Work required - Search the records below for the string "Sunset", and report each line that contains it.

Collected data entries
•••

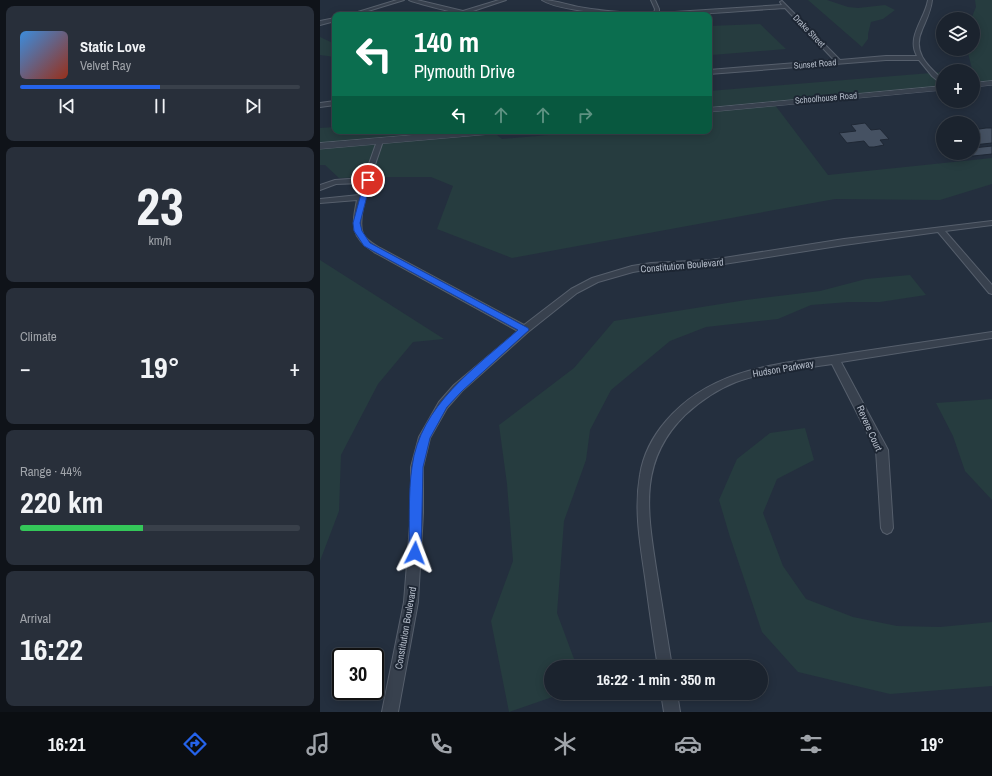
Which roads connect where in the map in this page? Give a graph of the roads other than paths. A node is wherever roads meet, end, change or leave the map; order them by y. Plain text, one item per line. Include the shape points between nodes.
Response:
1 (402, 0) edge
2 (411, 0) edge
3 (504, 0) edge
4 (544, 0) edge
5 (653, 0) edge
6 (780, 0) edge
7 (930, 0) edge
8 (786, 6) junction
9 (360, 12) edge
10 (457, 12) edge
11 (471, 12) edge
12 (608, 12) edge
13 (656, 12) edge
14 (699, 12) edge
15 (332, 20) edge
16 (320, 23) edge
17 (921, 58) junction
18 (838, 62) junction
19 (928, 67) junction
20 (712, 72) edge
21 (936, 72) edge
22 (936, 77) edge
23 (992, 83) edge
24 (980, 84) edge
25 (936, 89) edge
26 (332, 104) edge
27 (320, 105) edge
28 (712, 110) edge
29 (458, 134) edge
30 (380, 141) junction
31 (320, 146) edge
32 (368, 180) junction
33 (320, 188) edge
34 (362, 197) junction
35 (320, 201) edge
36 (992, 223) edge
37 (939, 230) junction
38 (992, 291) edge
39 (525, 330) junction
40 (992, 335) edge
41 (834, 359) junction
42 (887, 528) dead end
43 (664, 660) edge
44 (670, 700) edge
45 (390, 712) edge
46 (672, 712) edge

1 - 9 street
2 - 10 street
3 - 11 street
4 - 12 street via 566,7
5 - 13 street
6 - 8 street, Drake Street
7 - 17 street via 915,42
8 - 14 street
8 - 18 street, Drake Street
15 - 16 street
17 - 18 street, Sunset Road
17 - 19 street
18 - 20 street, Sunset Road
19 - 21 street
19 - 22 street
23 - 24 street
25 - 28 street, Schoolhouse Road
26 - 27 street
29 - 30 street
30 - 31 street
30 - 32 street
32 - 33 street via 335,182
32 - 34 street
34 - 35 street
34 - 39 street via 357,223 358,231 367,244
36 - 37 street, Constitution Boulevard
37 - 38 street
37 - 39 street, Constitution Boulevard via 711,263 625,270 595,280 574,291
39 - 45 street, Constitution Boulevard via 458,388 443,405 425,437 417,467 412,602
40 - 41 street, Hudson Parkway
41 - 42 street, Revere Court via 882,450
41 - 43 street, Hudson Parkway via 750,374 722,384 685,409 662,434 646,469 643,523
44 - 46 street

•••

Your response -
17 - 18 street, Sunset Road
18 - 20 street, Sunset Road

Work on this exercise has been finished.